Can you give other conceptions of “impact” that people have proposed, and compare/contrast them with “How does this change my ability to get what I want?”
Also, there’s a bunch of different things that “want” could mean. Is that something you’ve thought about and if so, is it important to pick the right sense of “want”?
(BTW, in these kinds of sequences I never know whether to ask a question midway through or to wait and see if it will be resolved later. Maybe it would help to have a table of contents at the start?
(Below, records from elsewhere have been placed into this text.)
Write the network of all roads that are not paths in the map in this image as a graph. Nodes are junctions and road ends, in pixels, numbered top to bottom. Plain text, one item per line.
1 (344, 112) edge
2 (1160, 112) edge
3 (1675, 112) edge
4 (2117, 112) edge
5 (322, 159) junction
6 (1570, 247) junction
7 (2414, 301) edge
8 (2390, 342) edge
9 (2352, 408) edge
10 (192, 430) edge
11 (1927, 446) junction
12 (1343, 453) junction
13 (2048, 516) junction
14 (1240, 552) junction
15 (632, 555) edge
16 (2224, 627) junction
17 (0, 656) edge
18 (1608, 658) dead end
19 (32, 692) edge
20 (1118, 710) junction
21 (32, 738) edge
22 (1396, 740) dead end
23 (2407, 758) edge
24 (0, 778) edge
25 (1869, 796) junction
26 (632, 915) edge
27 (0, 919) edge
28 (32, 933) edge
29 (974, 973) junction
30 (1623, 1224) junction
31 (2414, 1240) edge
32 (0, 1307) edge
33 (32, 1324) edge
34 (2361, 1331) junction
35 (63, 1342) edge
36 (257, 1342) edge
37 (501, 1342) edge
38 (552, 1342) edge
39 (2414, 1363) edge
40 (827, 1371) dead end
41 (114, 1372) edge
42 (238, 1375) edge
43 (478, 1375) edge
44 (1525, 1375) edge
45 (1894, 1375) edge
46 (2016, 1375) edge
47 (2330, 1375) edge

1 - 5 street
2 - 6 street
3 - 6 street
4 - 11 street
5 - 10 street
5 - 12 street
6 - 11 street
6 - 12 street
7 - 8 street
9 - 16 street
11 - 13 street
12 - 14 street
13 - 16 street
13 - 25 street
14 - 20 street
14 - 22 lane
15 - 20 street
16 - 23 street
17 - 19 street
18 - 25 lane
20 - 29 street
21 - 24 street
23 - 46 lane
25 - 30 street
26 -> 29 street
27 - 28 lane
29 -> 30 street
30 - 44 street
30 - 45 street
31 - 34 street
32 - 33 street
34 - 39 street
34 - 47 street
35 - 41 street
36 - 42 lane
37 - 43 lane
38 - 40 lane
Or should I just ask and let the author say that they’ll be answered later in the sequence?)
Can you give other conceptions of “impact” that people have proposed, and compare/contrast them with “How does this change my ability to get what I want?”
This is not quite what you’re asking for, but I have a post on ways people have thought AIs that minimise ‘impact’ should behave in certain situations, and you can go through and see what the notion of ‘impact’ given in this post would advise. [ETA: although that’s somewhat tricky, since this post only defines ‘impact’ and doesn’t say how agent should behave to minimise it]
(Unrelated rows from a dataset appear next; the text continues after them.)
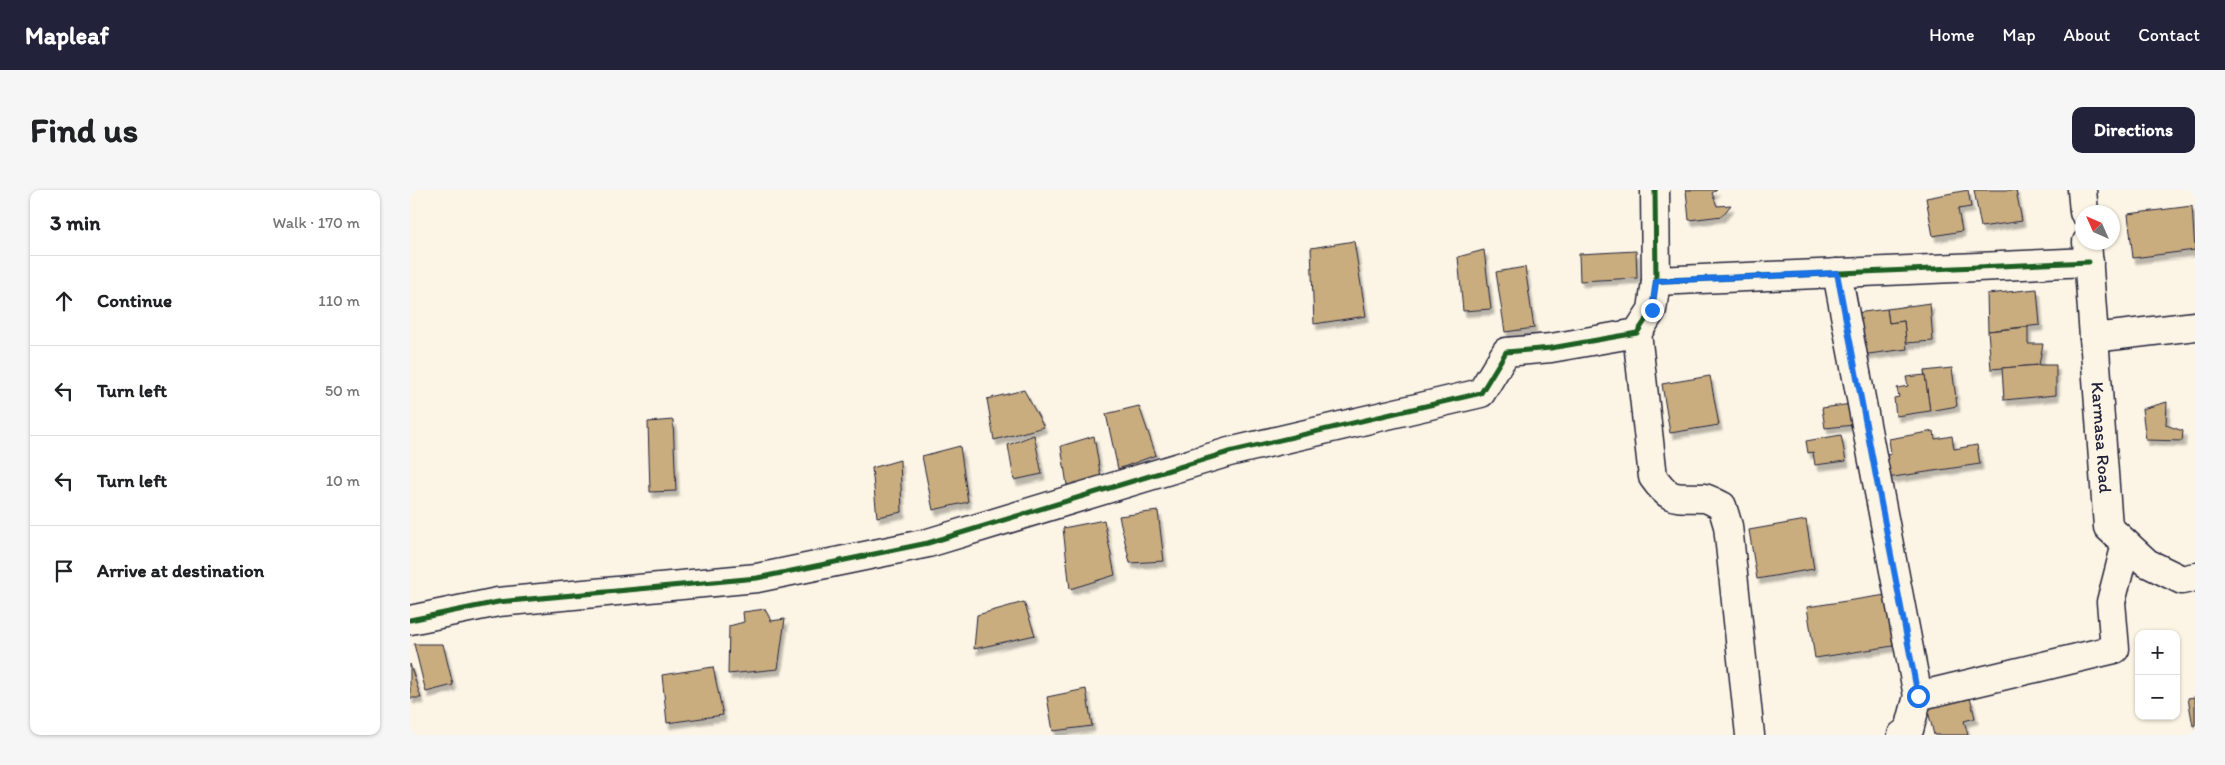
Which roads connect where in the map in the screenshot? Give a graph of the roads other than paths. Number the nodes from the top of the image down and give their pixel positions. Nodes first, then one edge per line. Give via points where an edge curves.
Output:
1 (1655, 190) edge
2 (2082, 190) edge
3 (2083, 205) edge
4 (2088, 252) edge
5 (1837, 273) junction
6 (1656, 281) junction
7 (2195, 326) edge
8 (1636, 333) junction
9 (2094, 338) junction
10 (2126, 544) junction
11 (2195, 577) edge
12 (410, 620) edge
13 (1918, 696) junction
14 (1750, 735) edge
15 (1902, 735) edge

1 - 6 street
2 - 3 street
4 - 5 street
4 - 9 street, Karmasa Road
5 - 6 street
5 - 13 street
6 - 8 street via 1652,310
7 - 9 street
8 - 12 street via 1551,348 1506,352 1481,393 1228,452 928,543 757,578 498,602
8 - 14 street via 1654,476 1663,491 1682,499 1706,498 1722,506 1724,513
9 - 10 street, Karmasa Road via 2108,527
10 - 11 street, Karmasa Road via 2147,563 2182,580
10 - 13 street via 2111,602 2115,649
13 - 15 street via 1909,730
Can you give other conceptions of “impact” that people have proposed, and compare/contrast them with “How does this change my ability to get what I want?”
The next post will cover this.
there’s a bunch of different things that “want” could mean. Is that something you’ve thought about and if so, is it important to pick the right sense of “want”?
I haven’t considered this at length yet. Since we’re only thinking descriptively right now and in light of where the sequence is headed, I don’t know it’s important to nail down the right sense. That said, I’m still quite interested in doing so.
In terms of the want/like distinction (keeping in mind that want is being used in its neuroscientific that-which-motivates sense, and not the sense I’ve been using in the post), consider the following:
A University of Michigan study analyzed the brains of rats eating a favorite food. They found separate circuits for “wanting” and “liking”, and were able to knock out either circuit without affecting the other… When they knocked out the “liking” system, the rats would eat exactly as much of the food without making any of the satisifed lip-licking expression, and areas of the brain thought to be correlated with pleasure wouldn’t show up in the MRI. Knock out “wanting”, and the rats seem to enjoy the food as much when they get it but not be especially motivated to seek it out.
Are wireheads happy?
Imagining my “liking” system being forever disabled feels pretty terrible, but not maximally negatively impactful (because I also have preferences about the world, not just how much I enjoy my life). Imagining my “wanting” system being disabled feels similar to imagining losing significant executive function—it’s not that I wouldn’t be able to find value in life, but my future actions now seem unlikely to be pushing my life and the world towards outcomes I prefer. Good things still might happen, and I’d like that, but they seem less likely to come about.
The above is still cheating, because I’m using “preferences” in my speculation, but I think it helps pin down things a bit. It seems like there’s some combination of liking/endorsing for “how good things are”, while “wanting” comes into play when I’m predicting how I’ll act (more on that in two posts, along with other embedded agentic considerations re: “ability to get”).
Or should I just ask and let the author say that they’ll be answered later in the sequence?
Doing this is fine! We’re basically past the point where I wanted to avoid past framings, so people can talk about whatever (although I reserve the right to reply “this will be much easier to discuss later”).
Can you give other conceptions of “impact” that people have proposed, and compare/contrast them with “How does this change my ability to get what I want?”
The next post will cover this.
(no way to double quote it seems...maybe nested BBCode?)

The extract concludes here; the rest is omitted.